Australian shares started the day slightly higher despite a gauge of global shares falling on Friday to end the trading week on a lower note after five consecutive sessions of gains.

Key points:

  • The ASX 200 has lost 8.7% since the start of the year
  • On Friday, the Dow Jones fell 0.4%, the S&P 500 lost 0.9% and the Nasdaq Composite fell 1.9%
  • Meanwhile, the pan-European STOXX 600 index rose 0.3%.

The ASX 200 was up 7.5 points or 0.1% to 6,799 at 10:14am AEST.

At the same time, the Australian dollar fell to 69.06 US cents.

The utilities sector led the gains, while academic stocks were the benchmark’s biggest laggards at the open.

Flight Center rose 3.4 percent and Bega Cheese firmed 2.4 percent, while EMl Payments fell 13.8 percent.

Wall Street posted modest losses in early trading on Friday, but declines in the S&P 500 accelerated as Big Tech names like Meta and Alphabet lost ground on earnings from Snap Inc, which fell 39, 1 percent

Defensive sectors such as utilities and consumer staples were among the few to advance.

“In every rally we’ve had during this bear market, there’s been a series of strong rallies and then fades and we’ve made new lows, and that’s been a pretty consistent pattern here,” Tim Ghriskey, senior portfolio strategist at ‘Ingalls & Snyder. in New York, he said.

“Everyone is looking for the turn, everyone is trying to guess when we have a sustained rally and everyone is waiting for one.

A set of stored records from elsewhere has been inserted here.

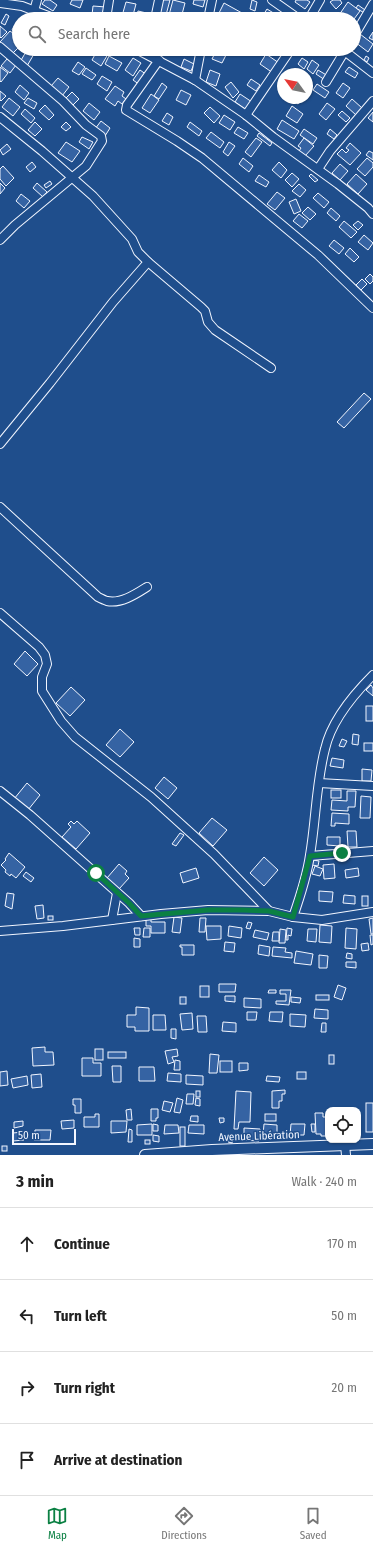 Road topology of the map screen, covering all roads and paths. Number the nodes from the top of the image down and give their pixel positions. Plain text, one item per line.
1 (37, 0) edge
2 (109, 0) edge
3 (159, 0) edge
4 (212, 0) edge
5 (272, 0) edge
6 (320, 0) edge
7 (0, 4) edge
8 (373, 4) edge
9 (34, 11) joint
10 (107, 12) edge
11 (156, 12) edge
12 (209, 12) edge
13 (289, 12) edge
14 (313, 12) edge
15 (361, 24) edge
16 (0, 47) edge
17 (154, 56) edge
18 (200, 56) edge
19 (286, 56) edge
20 (341, 56) edge
21 (352, 56) edge
22 (159, 60) junction
23 (373, 73) edge
24 (195, 80) junction
25 (326, 82) dead end
26 (373, 101) edge
27 (246, 115) junction
28 (0, 117) edge
29 (318, 168) junction
30 (73, 178) junction
31 (373, 214) edge
32 (0, 240) edge
33 (148, 262) junction
34 (373, 308) edge
35 (271, 368) dead end
36 (0, 444) edge
37 (0, 507) edge
38 (147, 587) dead end
39 (0, 613) edge
40 (373, 675) edge
41 (319, 783) junction
42 (373, 786) edge
43 (0, 790) edge
44 (373, 851) edge
45 (310, 856) junction
46 (118, 893) junction
47 (269, 911) junction
48 (373, 912) edge
49 (141, 916) junction
50 (293, 917) junction
51 (112, 920) junction
52 (0, 931) edge
53 (373, 1144) edge
54 (346, 1150) edge
55 (212, 1152) edge
56 (145, 1155) edge

1 - 9 street
2 - 10 street
3 - 11 street
4 - 12 street
5 - 13 street
6 - 14 street
7 - 9 street
8 - 15 street
16 - 30 street
17 - 22 street
18 - 24 street
19 - 27 street
20 - 25 street
21 - 23 street
22 - 24 street
22 - 34 street
24 - 27 street
26 - 29 street
27 - 29 street
28 - 30 street
29 - 31 street
30 - 32 street
30 - 33 street
33 - 35 street
33 - 36 street
37 - 38 street
39 - 47 street
40 - 41 street
41 - 42 street
41 - 45 street
43 - 46 street
44 - 45 street
45 - 50 street
46 - 49 street
46 - 51 street
47 - 49 street
47 - 50 street
48 - 50 street
49 - 51 street
51 - 52 street
53 - 54 street, Avenue Libération
54 - 55 street, Avenue Libération
55 - 56 street, Avenue Libération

But for me, there is still a lot of unknowns ahead.”

With 106 of the S&P 500 companies reporting earnings through Friday morning, 75.5% had beaten analysts’ expectations, down from an 81% beat rate over the past four quarters, according to Refinitiv data.

The Dow Jones Industrial Average fell 138 points, or 0.4%, to 31,899, the S&P 500 lost 37 points, or 0.9%, to 3,962 and the Nasdaq Composite fell 226 points, or 1 .9%, up to 11,834.

For the week, the Dow advanced nearly 2 percent, the S&P 500 gained 2.6 percent and the Nasdaq rose 3.3 percent.

Gains in the Dow and S&P marked their biggest weekly percentage gains in four.

Recent data has shown signs of a slowing economy, but the Federal Reserve is still expected to raise US interest rates by 75 basis points at its inflation-fighting policy meeting.

On Thursday, the European Central Bank (ECB) raised rates by 50 basis points after weeks of signaling a 25 basis point hike on the horizon.

The pan-European STOXX 600 index closed down 0.3 percent and MSCI’s gauge of shares worldwide was down 0.4 percent after rising to 624, its highest level since June 10.

The MSCI index rose 3.1 percent for the week and the STOXX 600 hit its biggest weekly gain in two months, partly as worries about a potential energy crisis eased.

In the oil markets, Brent crude rose to trade at $104.03 a barrel at 10:24am AEST.